Hot Dog Man expands
Published 12:00 am Saturday, July 30, 2011
By Susan Shinn
For The Salisbury Post
SALISBURY — Fans of the Hot Dog Man, rejoice! Brent Walsh, who has run the hot dog stand at Lowe’s for the past six years, is expanding. He hopes to open a restaurant, American Grill, sometime in August at the Webb Road Flea Market.
The restaurant will be open 7 a.m.-5 p.m. Saturday and Sunday, and feature Walsh’s customer favorites of hot dogs, sausages and fresh-squeezed lemonade. He’ll also add hamburgers to the menu, and serve breakfast and lunch.
For now, though, customers can find Brent where they’ve always found him, outside Lowe’s 10 a.m. to 4 p.m., 7 days a week.
“People say I’m consistent and persistent,” he says.
Brent started this business when the Winn-Dixie where he worked closed.
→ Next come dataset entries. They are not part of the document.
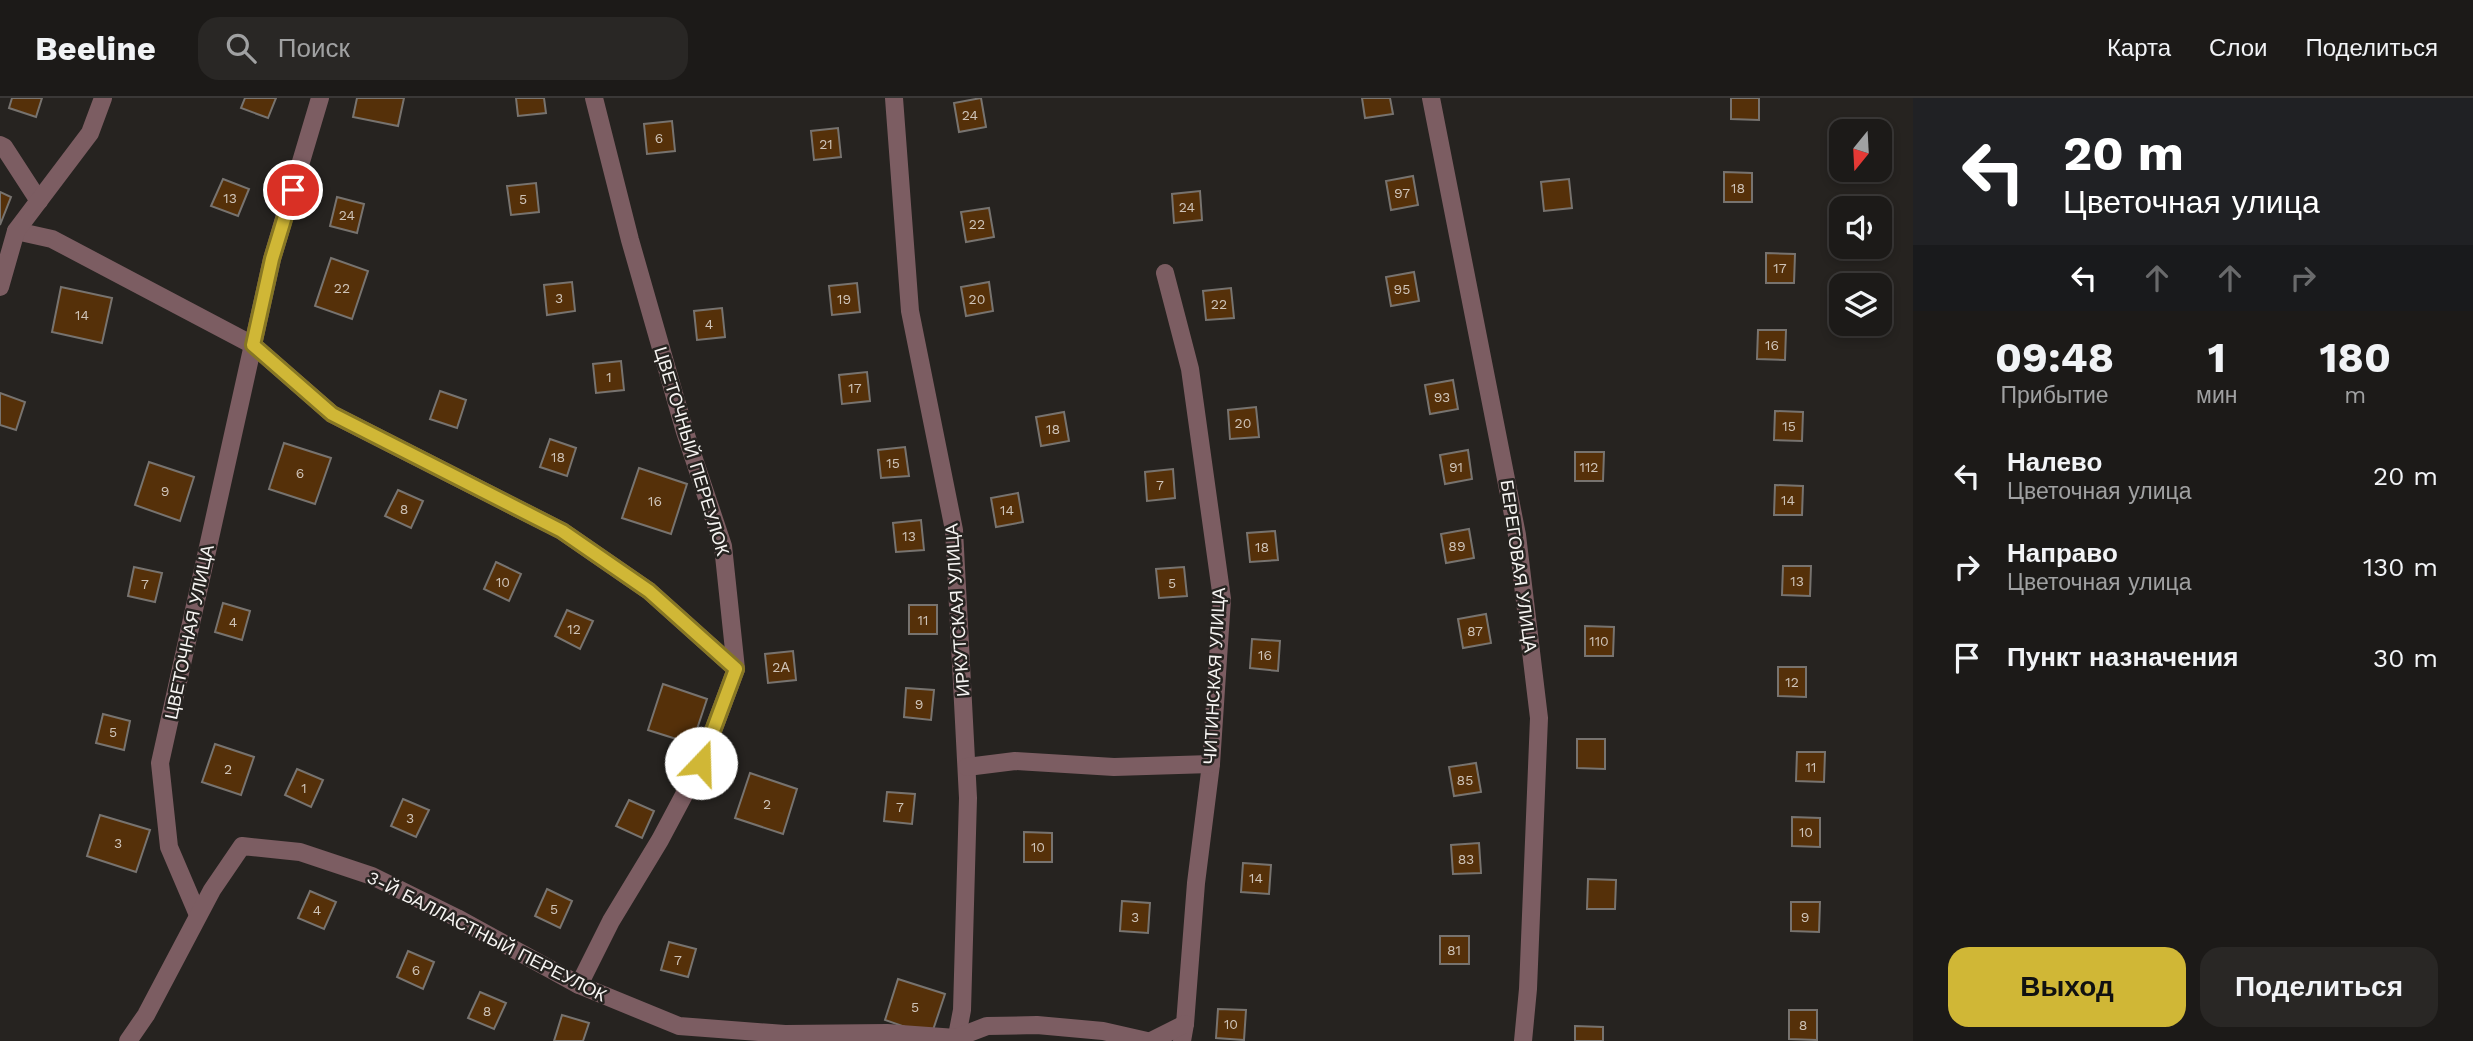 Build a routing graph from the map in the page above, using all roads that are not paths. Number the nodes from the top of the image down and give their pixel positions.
1 (103, 98) edge
2 (320, 98) edge
3 (594, 98) edge
4 (894, 98) edge
5 (1431, 98) edge
6 (0, 145) edge
7 (39, 201) junction
8 (16, 231) junction
9 (1164, 273) dead end
10 (0, 287) edge
11 (253, 345) junction
12 (736, 669) junction
13 (1211, 764) junction
14 (967, 766) junction
15 (198, 915) junction
16 (579, 985) junction
17 (1184, 1033) edge
18 (956, 1039) edge
19 (128, 1041) edge
20 (1149, 1041) edge
21 (1523, 1041) edge

1 - 7 street
2 - 11 street, ЦВЕТОЧНАЯ УЛИЦА
3 - 12 street, ЦВЕТОЧНЫЙ ПЕРЕУЛОК
4 - 14 street, ИРКУТСКАЯ УЛИЦА
5 - 21 street, БЕРЕГОВАЯ УЛИЦА
6 - 7 street
7 - 8 street
8 - 10 street
8 - 11 street
9 - 13 street, ЧИТИНСКАЯ УЛИЦА
11 - 12 street
11 - 15 street, ЦВЕТОЧНАЯ УЛИЦА
12 - 16 street, ЦВЕТОЧНЫЙ ПЕРЕУЛОК
13 - 14 street
13 - 17 street, ЧИТИНСКАЯ УЛИЦА
14 - 18 street, ИРКУТСКАЯ УЛИЦА
15 - 16 street, 3-Й БАЛЛАСТНЫЙ ПЕРЕУЛОК
15 - 19 street, 3-Й БАЛЛАСТНЫЙ ПЕРЕУЛОК
16 - 18 street, 3-Й БАЛЛАСТНЫЙ ПЕРЕУЛОК
17 - 20 street
18 - 20 street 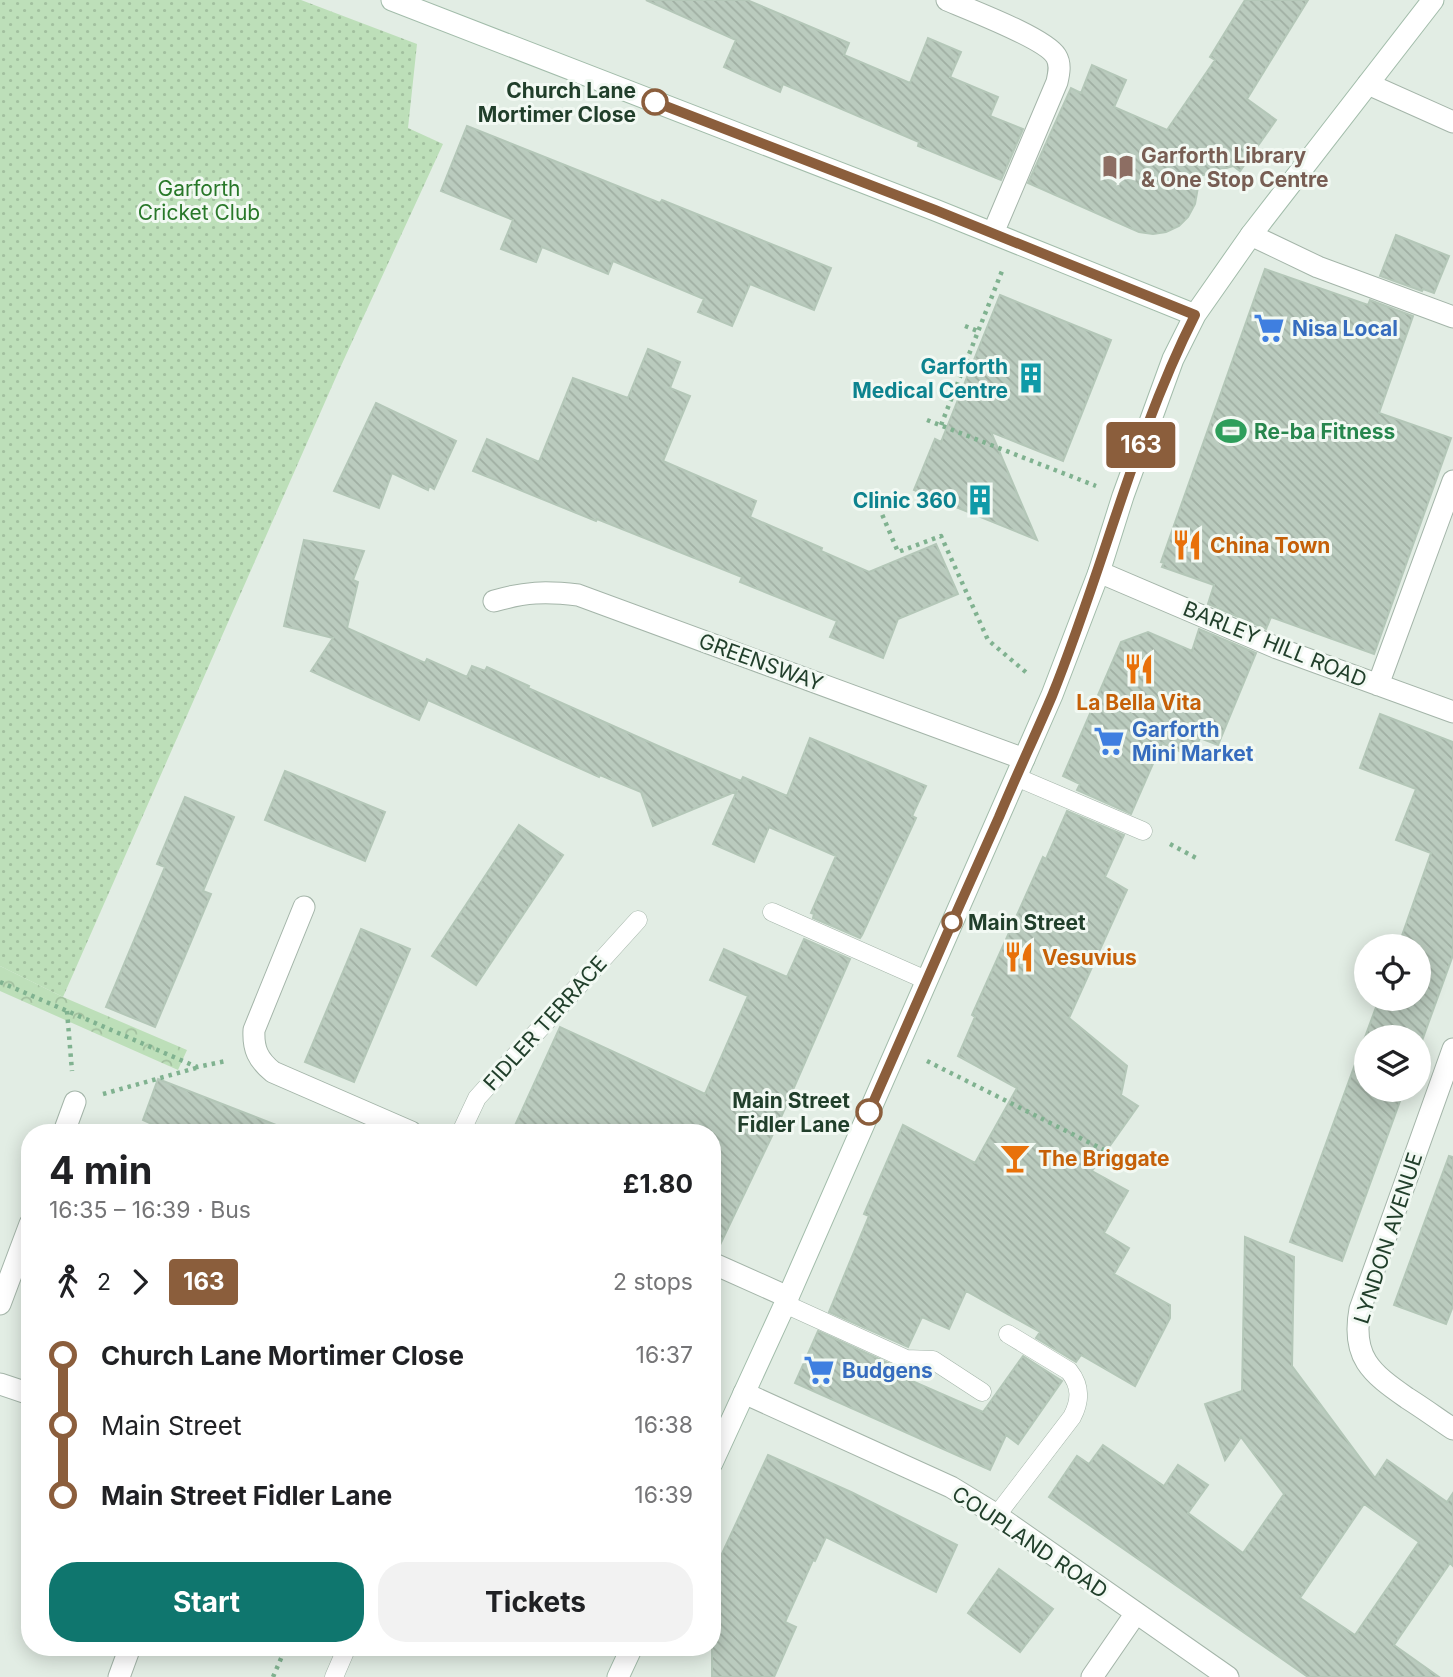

“I was over 50 and I couldn’t get a job,” says Brent, now 56. He’d been working ever since he was 17, first in his dad’s store, then at a country store with his brother. He’s worked in the produce business, and he’s worked at a gas station.
“I’ve been self-employed most of my life,” he says.
He takes about three days off in the summer. Other than that, you’ll find him beneath the multi-colored umbrellas.
He sells eight types of hot dogs and sausages, which he tops with any number of traditional condiments, including coleslaw, onions and homemade chili.
“The homemade chili is what sells it,” he notes.
Customers can wash it all down with fresh-squeezed lemonade that’s just the right combination of sweet and tart.
“That’s a big seller this time of year,” Brent says.
The lemonade is what brings Michael Archie to the stand.
“I love the homemade lemonade,” he says, “and the hot dogs are the best in town. I see little businesses and try to support them.”
Most folks, Brent says, go for his combo, which consists of two hot dogs or one sausage, chips and a drink for $5.
“People don’t even look at the sign any more,” he says.
Of course, he has many regular customers who work at Lowe’s, and walk-in traffic is key to his business.
“I have a lunch crowd, just like a restaurant,” he says.
His business follows Lowe’s business, and his busiest time of year in spring.
He used to serve a lot of contractors, who came to buy lunch for their crews. No more.
“They’re struggling,” he says. “It trickles all the way down to people like me.”
Still, on a good day, he’ll sell 200 hot dogs.
One of his regulars is Richard Brown, who’s at Lowe’s twice a day getting supplies for home renovations. He also calls the hot dogs the best in town.
Other regulars are Mayor Susan Kluttz and husband Bill, who sometimes stop by on the way to the lake.
“I love the hot dogs,” says the mayor, who counts the treat among her splurges. “They are really delicious.”
Brent always keeps extra shoes and a change of clothes, especially in the winter, when he can often get wet setting up on a rainy day. The only thing that keeps him away, he says, is ice and snow, although it’s hard to think about that on a sweltering summer morning. Two fans keep him cool when the weather gets hot — or at least cooler than he’d be otherwise.
“I have the best customers,” Brent says. “It’s a pleasure to do this. It’s not like sitting in a cubicle.”
Freelance writer Susan Shinn lives in Salisbury.